Monday, December 10, 2001

Tutorial: Advanced MPLS Signaling

Rick Gallaher, CISSP, is owner of Dragonfly Associates LLC and author of  Rick Gallaher's MPLS Training Guide

December 10, 2001

In previous tutorials, we talked about data flow (Tutorial #1) and label distribution (Tutorial #2). This article discusses MPLS signaling and the ongoing conversations regarding signaling choices.

  • Soft State – A link, path, or call that needs to be refreshed to stay alive.
  • Hard State – A link, path, or call that will stay alive until it is specifically shut down.
  • Explicit Route – A path across the Internet wherein all routers are specified. Packets must follow this route, and they cannot detour.
  • CR-LDP – Constraint-based Routing over Label-Distribution Protocol.
  • RSVP-TE – The Resource ReSerVation Protocol (RSVP), modified to handle MPLS traffic-engineering requirements.
  • IntServ – Integrated Service; allows traffic to be classified into three groups: guaranteed, controlled load, and best effort.  IntServ works together with RSVP protocol.
Your commute to work every day is a long one, but with all the congestion it seems to take forever. New lanes have been added to the highway, but they are reserved as express lanes – sure, they will cut your travel time in half, but you will have to carry extra passengers in order to use them. You decide, finally, to try it; you decide to carry four additional passengers in order to use the express lane.  You are permitted to pass through the express-lane gate and scurry on your way to and from work.

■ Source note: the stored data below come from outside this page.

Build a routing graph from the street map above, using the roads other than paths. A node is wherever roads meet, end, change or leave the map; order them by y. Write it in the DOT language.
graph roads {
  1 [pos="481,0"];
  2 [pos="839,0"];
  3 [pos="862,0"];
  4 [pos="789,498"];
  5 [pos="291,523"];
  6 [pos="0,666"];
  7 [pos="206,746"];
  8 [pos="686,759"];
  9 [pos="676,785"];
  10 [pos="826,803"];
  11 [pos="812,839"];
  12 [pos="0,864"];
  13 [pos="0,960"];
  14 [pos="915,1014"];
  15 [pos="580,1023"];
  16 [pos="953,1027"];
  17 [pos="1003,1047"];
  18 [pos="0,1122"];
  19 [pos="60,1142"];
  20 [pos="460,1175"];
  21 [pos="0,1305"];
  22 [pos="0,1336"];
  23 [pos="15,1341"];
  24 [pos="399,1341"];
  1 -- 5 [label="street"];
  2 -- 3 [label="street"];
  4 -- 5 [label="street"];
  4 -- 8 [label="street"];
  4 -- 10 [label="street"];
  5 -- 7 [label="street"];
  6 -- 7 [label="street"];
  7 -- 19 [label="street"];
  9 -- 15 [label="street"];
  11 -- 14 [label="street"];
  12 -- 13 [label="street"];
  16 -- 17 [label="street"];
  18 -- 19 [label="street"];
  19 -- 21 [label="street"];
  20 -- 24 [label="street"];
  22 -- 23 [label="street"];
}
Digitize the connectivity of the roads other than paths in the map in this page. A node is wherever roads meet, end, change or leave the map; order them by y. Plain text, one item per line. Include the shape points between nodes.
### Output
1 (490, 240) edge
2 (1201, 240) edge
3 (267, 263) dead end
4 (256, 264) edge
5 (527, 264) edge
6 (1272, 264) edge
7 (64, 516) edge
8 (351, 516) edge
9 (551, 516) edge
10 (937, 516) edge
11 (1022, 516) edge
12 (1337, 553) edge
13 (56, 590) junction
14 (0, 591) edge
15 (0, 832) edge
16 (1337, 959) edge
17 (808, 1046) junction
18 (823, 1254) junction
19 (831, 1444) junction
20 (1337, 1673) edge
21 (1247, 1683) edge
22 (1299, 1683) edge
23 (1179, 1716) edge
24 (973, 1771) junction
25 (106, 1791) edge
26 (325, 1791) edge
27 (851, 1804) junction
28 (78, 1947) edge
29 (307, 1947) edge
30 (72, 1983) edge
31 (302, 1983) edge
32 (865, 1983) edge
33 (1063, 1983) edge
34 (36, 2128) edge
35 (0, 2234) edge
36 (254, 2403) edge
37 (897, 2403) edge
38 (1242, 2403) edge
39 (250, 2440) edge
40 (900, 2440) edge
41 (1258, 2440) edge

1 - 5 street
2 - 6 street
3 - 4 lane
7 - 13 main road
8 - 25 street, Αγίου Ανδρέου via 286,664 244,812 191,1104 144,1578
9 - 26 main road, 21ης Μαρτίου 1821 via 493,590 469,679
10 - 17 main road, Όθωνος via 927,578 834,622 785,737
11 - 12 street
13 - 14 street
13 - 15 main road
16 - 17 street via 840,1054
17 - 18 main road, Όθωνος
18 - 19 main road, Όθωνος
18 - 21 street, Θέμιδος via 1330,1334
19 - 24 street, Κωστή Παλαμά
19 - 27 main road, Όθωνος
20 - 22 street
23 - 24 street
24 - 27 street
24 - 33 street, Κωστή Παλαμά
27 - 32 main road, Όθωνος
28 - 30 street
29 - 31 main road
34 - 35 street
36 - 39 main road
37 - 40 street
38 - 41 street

The four passengers do not cost much more to transport than yourself alone, and they really allow you to increase the speed and lower the rate of interference from the unpredictable and impossible-to-correct behavior of the routine traffic. (Figure 1)

Figure 1: Backed Up Express Lane
One day you enter the express lanes and find that they are all in a state of bumper-to-bumper congestion. You look around and find routine traffic in the express lanes. You are angry, of course, because you had guaranteed express lanes, and the routine traffic is required to stay off the express lanes unless they are carrying extra passengers.   As you slowly progress down your road, you see that construction has closed down the routine lanes and diverted the traffic to your express lanes. So, what good is it to be special if regular traffic is diverted to your express lanes?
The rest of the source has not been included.